--- Information provided Enclosed Below ---

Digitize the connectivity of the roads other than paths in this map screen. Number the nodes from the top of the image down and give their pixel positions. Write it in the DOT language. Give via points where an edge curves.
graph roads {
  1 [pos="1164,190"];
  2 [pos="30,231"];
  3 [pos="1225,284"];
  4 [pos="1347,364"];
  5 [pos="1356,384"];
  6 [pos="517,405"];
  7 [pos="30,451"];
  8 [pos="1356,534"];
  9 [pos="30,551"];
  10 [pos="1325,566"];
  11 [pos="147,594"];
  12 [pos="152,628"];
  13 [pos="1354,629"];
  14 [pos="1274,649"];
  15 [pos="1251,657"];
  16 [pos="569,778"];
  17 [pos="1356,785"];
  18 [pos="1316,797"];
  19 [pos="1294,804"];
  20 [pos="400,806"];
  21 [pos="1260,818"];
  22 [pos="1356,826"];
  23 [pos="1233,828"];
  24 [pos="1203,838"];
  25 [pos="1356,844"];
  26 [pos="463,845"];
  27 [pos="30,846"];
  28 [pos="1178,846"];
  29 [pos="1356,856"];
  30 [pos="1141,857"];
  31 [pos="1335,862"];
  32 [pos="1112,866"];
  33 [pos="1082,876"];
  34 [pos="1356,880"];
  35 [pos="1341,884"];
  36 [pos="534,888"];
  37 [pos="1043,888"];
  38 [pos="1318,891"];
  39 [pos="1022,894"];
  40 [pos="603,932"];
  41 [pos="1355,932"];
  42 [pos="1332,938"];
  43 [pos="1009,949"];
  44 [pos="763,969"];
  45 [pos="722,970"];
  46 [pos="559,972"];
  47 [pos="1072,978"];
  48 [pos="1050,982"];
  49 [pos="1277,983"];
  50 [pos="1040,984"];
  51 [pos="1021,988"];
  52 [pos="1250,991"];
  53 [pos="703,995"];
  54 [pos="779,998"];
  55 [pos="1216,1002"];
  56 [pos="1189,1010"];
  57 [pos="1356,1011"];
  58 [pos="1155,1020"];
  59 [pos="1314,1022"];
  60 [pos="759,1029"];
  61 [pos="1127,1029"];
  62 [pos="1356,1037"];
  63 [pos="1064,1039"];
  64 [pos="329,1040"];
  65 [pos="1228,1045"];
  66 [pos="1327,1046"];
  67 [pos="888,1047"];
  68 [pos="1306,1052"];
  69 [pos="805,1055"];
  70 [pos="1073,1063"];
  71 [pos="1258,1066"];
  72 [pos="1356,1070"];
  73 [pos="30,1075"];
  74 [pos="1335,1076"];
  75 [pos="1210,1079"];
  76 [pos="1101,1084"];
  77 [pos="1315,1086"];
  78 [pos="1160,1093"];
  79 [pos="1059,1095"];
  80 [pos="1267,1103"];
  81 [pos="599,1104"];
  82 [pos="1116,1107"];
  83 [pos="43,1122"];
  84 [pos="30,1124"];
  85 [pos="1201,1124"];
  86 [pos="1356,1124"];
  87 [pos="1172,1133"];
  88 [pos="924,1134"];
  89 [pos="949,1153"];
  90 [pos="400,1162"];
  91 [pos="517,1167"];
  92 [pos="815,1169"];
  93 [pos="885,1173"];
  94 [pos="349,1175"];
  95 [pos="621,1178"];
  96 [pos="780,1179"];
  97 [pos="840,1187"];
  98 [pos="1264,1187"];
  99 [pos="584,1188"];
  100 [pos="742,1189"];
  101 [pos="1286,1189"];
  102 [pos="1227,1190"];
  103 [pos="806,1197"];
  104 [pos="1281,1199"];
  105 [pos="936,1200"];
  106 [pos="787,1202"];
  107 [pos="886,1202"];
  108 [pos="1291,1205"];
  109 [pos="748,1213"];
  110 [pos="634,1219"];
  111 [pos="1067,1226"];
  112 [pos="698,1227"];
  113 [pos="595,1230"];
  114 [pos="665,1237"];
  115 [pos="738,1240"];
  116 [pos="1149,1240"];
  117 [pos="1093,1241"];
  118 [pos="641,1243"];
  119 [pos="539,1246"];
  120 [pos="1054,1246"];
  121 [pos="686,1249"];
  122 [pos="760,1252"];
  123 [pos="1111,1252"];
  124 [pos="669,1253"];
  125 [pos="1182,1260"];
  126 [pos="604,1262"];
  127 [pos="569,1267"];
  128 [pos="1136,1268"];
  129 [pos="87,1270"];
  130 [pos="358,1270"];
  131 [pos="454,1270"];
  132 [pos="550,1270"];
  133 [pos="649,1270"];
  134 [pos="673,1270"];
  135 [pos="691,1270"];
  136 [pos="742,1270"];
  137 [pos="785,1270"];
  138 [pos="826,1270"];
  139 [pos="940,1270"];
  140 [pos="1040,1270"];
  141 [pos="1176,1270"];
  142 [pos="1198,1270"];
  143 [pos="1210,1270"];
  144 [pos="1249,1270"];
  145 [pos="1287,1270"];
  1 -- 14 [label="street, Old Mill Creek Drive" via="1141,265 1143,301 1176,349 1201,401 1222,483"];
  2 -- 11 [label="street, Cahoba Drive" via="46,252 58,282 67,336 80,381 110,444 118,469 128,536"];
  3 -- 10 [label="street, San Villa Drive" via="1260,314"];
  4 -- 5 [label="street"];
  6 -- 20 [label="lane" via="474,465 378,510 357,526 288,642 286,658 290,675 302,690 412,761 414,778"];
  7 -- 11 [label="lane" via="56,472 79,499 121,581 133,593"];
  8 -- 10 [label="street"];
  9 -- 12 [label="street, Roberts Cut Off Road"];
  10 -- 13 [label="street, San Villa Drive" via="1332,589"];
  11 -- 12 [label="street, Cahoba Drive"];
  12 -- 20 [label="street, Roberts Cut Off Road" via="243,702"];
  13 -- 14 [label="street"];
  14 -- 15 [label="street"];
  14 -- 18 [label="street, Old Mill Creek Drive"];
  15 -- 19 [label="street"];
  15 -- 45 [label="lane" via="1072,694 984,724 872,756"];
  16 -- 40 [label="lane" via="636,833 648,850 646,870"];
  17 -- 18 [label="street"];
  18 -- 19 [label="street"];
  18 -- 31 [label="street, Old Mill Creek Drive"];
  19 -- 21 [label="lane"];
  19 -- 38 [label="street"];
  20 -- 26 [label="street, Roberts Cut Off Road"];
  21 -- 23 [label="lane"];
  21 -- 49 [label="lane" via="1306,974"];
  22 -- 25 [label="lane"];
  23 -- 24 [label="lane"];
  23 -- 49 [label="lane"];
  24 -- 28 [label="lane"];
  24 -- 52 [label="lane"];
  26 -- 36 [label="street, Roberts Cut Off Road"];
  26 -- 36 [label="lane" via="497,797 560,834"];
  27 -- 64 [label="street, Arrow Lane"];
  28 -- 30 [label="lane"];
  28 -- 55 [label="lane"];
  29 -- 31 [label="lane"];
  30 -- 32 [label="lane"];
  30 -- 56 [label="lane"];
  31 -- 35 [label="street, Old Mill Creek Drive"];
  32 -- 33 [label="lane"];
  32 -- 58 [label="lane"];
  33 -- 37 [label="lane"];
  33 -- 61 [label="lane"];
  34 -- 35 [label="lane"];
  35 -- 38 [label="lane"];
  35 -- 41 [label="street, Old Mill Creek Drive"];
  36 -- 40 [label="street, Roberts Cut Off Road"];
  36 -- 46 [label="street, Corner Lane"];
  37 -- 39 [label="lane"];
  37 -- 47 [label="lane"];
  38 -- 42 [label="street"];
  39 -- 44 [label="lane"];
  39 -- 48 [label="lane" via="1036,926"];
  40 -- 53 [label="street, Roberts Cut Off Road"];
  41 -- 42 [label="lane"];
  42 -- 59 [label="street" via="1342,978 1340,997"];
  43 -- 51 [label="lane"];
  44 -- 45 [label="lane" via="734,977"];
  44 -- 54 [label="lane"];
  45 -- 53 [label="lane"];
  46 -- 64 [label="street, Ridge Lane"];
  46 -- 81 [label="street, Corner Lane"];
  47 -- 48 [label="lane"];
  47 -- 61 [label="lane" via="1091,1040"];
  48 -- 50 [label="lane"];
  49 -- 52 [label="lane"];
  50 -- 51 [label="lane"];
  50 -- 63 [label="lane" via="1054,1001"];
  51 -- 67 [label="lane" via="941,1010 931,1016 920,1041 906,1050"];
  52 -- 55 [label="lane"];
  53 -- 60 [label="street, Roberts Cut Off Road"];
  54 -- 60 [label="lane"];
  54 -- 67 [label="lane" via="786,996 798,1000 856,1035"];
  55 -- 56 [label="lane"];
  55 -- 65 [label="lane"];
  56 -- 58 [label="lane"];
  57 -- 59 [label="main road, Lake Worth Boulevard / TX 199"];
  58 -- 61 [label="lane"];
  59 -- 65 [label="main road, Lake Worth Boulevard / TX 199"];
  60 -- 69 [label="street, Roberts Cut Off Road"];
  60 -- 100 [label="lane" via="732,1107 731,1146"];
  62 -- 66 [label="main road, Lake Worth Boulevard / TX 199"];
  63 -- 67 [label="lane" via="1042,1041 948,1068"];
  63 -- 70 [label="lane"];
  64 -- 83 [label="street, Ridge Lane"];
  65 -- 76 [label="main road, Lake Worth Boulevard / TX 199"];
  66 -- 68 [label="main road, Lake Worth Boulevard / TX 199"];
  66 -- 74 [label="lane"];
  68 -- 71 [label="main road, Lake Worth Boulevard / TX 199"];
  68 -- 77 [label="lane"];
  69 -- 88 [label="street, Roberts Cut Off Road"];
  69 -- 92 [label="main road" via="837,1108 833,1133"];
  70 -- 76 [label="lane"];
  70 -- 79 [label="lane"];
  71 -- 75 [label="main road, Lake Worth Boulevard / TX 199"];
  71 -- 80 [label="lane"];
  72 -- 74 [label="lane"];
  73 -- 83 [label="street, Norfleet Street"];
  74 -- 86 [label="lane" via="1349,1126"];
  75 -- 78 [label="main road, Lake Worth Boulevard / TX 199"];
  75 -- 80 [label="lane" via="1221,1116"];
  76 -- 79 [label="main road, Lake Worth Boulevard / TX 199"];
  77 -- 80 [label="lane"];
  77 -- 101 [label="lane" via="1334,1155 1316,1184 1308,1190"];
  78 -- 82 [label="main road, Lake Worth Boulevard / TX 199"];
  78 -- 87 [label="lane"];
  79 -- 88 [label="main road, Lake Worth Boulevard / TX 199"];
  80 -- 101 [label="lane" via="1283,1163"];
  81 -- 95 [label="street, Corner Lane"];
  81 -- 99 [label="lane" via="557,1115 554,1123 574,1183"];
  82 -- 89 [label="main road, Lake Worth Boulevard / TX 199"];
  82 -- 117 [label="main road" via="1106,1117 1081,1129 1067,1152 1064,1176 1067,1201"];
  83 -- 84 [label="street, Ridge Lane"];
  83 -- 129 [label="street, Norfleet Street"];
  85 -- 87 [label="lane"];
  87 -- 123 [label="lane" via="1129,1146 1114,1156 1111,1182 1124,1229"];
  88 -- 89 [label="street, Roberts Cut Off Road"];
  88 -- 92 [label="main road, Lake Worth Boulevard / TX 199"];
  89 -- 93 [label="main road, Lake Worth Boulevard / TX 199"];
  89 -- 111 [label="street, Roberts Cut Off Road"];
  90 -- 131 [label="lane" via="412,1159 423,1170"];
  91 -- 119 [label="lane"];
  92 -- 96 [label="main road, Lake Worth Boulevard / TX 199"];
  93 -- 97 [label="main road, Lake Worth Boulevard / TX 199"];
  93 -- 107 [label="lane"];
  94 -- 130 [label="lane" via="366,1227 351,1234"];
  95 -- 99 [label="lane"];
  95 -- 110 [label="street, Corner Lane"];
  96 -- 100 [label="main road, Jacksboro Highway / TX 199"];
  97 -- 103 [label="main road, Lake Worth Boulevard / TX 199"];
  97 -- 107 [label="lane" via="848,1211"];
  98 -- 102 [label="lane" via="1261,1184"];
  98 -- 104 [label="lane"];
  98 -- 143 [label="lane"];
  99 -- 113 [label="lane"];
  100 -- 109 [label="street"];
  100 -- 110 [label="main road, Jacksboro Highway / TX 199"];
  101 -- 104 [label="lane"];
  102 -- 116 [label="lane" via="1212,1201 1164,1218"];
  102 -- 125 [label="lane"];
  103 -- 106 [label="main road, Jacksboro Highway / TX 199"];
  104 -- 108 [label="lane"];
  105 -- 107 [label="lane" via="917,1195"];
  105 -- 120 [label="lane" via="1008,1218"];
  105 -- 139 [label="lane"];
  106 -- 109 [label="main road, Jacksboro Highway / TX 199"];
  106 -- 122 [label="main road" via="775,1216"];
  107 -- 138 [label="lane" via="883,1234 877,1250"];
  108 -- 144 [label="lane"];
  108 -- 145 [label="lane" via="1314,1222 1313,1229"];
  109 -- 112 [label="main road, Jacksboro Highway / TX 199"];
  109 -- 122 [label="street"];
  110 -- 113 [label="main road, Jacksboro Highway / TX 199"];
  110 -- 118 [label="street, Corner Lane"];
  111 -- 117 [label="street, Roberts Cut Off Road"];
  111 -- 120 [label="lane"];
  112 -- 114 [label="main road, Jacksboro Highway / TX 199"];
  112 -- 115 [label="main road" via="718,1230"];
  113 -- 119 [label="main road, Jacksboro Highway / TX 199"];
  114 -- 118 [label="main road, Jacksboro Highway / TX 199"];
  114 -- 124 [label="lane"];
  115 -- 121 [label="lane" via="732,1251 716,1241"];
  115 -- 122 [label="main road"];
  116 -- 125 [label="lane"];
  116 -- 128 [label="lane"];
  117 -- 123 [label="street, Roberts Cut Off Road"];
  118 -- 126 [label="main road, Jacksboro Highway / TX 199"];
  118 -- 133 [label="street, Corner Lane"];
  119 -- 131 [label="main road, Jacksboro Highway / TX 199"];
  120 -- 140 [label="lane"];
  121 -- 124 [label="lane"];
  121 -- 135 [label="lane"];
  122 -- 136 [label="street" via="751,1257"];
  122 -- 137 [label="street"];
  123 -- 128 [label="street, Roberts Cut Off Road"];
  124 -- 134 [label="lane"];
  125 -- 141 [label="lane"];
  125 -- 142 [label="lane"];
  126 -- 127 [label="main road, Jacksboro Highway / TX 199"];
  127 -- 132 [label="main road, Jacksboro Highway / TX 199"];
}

--- End of Enclosed Information provided ---

▸ **Exercise brief**: Collect every line with the string "Norfleet" from the records, and copy each.

▸ **Exercise solution**:
  73 -- 83 [label="street, Norfleet Street"];
  83 -- 129 [label="street, Norfleet Street"];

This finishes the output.